[DATA EXTRACT Boundary: Start]

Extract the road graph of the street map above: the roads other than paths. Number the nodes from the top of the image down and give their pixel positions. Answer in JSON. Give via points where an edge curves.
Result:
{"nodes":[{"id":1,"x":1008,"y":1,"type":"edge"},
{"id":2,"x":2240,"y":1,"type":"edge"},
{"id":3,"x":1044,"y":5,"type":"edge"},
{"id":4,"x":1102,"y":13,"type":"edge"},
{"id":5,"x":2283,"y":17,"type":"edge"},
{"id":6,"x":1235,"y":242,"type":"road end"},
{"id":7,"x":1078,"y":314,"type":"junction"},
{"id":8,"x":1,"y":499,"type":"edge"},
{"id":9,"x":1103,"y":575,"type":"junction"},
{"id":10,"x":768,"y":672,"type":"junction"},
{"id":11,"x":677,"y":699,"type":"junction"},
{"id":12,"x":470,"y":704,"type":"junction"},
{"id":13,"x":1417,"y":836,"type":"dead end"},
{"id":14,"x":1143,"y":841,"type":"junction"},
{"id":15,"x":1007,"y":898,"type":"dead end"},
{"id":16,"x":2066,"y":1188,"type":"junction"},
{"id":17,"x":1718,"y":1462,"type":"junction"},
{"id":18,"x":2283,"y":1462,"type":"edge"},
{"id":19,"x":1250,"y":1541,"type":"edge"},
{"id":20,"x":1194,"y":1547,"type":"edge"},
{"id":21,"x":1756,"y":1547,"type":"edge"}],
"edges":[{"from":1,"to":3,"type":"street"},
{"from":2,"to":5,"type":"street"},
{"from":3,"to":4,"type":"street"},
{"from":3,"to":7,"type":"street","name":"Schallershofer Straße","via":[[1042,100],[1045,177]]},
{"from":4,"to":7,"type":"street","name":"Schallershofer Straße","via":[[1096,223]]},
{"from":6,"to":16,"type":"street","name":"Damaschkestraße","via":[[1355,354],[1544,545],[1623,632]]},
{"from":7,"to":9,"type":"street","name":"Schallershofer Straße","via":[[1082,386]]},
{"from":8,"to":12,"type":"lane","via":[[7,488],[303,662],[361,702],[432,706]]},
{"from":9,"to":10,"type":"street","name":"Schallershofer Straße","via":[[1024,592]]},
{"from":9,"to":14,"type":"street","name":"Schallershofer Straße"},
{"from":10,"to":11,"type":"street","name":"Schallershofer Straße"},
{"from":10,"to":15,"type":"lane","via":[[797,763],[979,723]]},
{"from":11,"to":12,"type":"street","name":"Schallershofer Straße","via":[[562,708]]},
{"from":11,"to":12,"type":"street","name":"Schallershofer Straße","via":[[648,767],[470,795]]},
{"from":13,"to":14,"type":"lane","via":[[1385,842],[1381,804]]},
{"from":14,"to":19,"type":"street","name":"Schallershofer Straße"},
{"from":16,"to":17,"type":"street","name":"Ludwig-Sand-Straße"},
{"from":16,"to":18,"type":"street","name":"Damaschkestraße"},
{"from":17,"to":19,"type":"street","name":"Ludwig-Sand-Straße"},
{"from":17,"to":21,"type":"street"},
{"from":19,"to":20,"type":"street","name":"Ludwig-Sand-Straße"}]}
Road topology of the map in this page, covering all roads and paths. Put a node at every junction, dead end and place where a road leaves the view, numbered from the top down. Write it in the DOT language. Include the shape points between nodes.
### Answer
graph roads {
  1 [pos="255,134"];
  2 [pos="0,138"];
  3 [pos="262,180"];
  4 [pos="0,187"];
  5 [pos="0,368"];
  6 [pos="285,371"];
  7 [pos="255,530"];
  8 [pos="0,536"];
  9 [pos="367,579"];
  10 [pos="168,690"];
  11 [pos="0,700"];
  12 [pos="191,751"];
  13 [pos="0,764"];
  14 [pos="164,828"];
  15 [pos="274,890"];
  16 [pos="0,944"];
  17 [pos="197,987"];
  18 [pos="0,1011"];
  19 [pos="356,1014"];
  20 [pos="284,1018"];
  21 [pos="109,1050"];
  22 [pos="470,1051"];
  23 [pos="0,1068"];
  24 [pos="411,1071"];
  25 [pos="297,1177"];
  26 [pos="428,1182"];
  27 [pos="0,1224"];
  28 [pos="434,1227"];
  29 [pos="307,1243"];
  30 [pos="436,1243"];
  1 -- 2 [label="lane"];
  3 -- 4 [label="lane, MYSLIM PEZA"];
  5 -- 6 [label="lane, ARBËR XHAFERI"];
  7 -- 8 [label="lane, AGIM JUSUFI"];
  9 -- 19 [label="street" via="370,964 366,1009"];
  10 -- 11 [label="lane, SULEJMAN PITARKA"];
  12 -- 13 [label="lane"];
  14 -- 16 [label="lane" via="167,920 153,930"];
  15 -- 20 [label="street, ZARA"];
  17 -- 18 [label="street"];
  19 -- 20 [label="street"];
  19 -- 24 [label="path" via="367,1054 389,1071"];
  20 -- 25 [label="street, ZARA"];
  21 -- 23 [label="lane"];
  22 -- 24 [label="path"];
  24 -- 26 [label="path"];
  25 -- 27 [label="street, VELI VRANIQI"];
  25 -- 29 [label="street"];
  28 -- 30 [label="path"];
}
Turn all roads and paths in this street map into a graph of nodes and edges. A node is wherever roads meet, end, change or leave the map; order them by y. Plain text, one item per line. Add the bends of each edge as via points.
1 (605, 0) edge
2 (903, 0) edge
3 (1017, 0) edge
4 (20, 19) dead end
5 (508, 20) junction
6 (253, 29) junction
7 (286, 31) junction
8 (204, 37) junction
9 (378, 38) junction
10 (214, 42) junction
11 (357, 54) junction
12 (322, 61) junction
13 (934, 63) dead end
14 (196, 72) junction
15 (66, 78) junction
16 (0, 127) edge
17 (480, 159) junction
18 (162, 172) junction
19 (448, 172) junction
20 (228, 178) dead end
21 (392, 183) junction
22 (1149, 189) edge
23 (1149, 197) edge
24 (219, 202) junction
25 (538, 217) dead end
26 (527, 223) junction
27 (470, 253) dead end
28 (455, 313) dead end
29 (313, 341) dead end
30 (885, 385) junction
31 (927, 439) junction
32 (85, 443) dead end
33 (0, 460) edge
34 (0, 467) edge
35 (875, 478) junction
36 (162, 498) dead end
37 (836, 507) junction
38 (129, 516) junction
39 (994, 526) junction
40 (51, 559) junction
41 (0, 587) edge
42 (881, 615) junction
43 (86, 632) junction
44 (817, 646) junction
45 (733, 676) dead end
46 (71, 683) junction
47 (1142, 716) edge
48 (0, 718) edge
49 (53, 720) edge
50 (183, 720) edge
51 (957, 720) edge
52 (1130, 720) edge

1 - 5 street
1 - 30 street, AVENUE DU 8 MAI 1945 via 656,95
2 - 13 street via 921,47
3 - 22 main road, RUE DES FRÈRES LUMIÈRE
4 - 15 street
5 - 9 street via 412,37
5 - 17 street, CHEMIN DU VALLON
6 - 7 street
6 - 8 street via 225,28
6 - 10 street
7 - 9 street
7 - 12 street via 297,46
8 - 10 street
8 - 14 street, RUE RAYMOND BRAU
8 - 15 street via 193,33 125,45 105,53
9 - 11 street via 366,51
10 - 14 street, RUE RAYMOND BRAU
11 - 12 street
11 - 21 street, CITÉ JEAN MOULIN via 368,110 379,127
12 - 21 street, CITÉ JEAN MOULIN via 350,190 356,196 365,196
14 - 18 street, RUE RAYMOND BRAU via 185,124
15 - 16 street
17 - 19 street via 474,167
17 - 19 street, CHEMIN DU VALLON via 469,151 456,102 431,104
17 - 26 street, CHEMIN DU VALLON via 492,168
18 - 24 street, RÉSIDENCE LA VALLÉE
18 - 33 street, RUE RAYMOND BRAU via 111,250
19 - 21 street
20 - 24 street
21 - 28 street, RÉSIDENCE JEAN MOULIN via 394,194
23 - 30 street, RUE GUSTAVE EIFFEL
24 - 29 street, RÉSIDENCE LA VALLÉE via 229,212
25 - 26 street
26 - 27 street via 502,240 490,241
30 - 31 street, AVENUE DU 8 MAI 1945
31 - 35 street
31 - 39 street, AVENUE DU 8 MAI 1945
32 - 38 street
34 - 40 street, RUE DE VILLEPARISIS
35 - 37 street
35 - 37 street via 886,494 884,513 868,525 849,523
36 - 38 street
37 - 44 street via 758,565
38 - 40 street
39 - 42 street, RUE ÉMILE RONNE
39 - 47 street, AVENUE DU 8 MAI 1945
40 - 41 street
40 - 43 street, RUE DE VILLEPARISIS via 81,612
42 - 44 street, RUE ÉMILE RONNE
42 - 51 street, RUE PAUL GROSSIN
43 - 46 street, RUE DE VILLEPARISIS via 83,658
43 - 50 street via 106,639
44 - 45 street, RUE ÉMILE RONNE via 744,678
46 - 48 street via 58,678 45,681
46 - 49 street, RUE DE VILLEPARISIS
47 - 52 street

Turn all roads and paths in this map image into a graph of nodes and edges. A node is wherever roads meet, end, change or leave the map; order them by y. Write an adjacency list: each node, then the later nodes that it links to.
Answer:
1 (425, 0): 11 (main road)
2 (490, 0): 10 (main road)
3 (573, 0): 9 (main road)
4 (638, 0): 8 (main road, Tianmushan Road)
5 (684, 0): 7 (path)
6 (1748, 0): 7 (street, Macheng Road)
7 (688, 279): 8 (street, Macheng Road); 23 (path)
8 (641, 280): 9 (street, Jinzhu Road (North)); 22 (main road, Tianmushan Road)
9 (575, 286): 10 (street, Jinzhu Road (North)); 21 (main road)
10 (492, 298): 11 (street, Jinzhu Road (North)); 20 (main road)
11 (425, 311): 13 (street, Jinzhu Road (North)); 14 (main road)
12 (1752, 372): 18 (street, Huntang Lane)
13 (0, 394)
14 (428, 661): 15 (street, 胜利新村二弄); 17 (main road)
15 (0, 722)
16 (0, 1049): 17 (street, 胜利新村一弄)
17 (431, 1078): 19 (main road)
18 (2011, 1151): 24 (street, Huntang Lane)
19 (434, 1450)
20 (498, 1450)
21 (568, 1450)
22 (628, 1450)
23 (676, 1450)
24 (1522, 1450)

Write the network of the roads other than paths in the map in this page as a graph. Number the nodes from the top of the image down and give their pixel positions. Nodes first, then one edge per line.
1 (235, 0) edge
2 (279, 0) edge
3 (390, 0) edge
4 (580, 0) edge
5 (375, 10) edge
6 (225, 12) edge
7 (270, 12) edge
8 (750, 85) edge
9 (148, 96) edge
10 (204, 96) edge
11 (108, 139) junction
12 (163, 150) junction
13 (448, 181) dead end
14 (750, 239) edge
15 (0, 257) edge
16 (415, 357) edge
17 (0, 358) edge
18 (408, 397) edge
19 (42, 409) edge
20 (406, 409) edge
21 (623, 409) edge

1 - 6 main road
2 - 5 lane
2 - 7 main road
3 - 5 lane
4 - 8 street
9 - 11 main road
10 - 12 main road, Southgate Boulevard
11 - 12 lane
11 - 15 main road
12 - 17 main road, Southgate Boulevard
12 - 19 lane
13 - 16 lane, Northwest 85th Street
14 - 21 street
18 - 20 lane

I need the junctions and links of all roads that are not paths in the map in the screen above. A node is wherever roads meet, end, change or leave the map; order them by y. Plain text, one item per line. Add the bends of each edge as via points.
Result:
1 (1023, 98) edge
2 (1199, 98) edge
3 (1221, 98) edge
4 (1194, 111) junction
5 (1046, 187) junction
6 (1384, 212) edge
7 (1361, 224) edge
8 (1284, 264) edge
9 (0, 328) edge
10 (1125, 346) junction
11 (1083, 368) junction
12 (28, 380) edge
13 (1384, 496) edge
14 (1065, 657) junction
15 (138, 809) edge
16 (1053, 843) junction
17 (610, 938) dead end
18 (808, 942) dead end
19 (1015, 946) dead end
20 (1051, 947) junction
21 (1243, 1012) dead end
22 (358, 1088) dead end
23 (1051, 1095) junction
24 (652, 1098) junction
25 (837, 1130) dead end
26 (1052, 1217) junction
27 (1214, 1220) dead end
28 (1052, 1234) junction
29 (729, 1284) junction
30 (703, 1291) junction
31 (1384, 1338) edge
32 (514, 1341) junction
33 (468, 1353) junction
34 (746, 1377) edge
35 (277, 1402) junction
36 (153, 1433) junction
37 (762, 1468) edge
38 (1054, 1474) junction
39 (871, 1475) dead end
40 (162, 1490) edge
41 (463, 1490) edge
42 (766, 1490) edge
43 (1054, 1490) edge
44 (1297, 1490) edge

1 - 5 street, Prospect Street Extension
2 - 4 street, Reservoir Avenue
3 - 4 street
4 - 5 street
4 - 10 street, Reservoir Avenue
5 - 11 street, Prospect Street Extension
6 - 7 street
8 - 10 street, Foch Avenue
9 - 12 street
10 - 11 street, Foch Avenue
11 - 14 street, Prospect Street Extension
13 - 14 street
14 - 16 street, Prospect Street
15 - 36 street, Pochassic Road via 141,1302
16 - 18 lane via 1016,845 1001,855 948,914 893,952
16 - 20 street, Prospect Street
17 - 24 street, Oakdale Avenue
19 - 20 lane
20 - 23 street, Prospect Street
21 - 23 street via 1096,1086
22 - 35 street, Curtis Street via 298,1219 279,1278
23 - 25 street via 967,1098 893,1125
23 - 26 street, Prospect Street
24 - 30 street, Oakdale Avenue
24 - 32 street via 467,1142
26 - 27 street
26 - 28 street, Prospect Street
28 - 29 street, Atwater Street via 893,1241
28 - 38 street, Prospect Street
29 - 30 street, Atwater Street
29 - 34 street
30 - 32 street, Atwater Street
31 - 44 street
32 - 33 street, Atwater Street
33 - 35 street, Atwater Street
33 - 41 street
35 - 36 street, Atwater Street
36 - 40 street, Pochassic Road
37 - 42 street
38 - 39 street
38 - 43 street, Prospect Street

[DATA EXTRACT Boundary: End]

• TASK TO CARRY OUT:
Which lines of the material above hold the string "their"? Pull them out.

• RESPONSE FOR THIS EXERCISE:
Extract the road graph of the street map above: the roads other than paths. Number the nodes from the top of the image down and give their pixel positions. Answer in JSON. Give via points where an edge curves.
Write the network of the roads other than paths in the map in this page as a graph. Number the nodes from the top of the image down and give their pixel positions. Nodes first, then one edge per line.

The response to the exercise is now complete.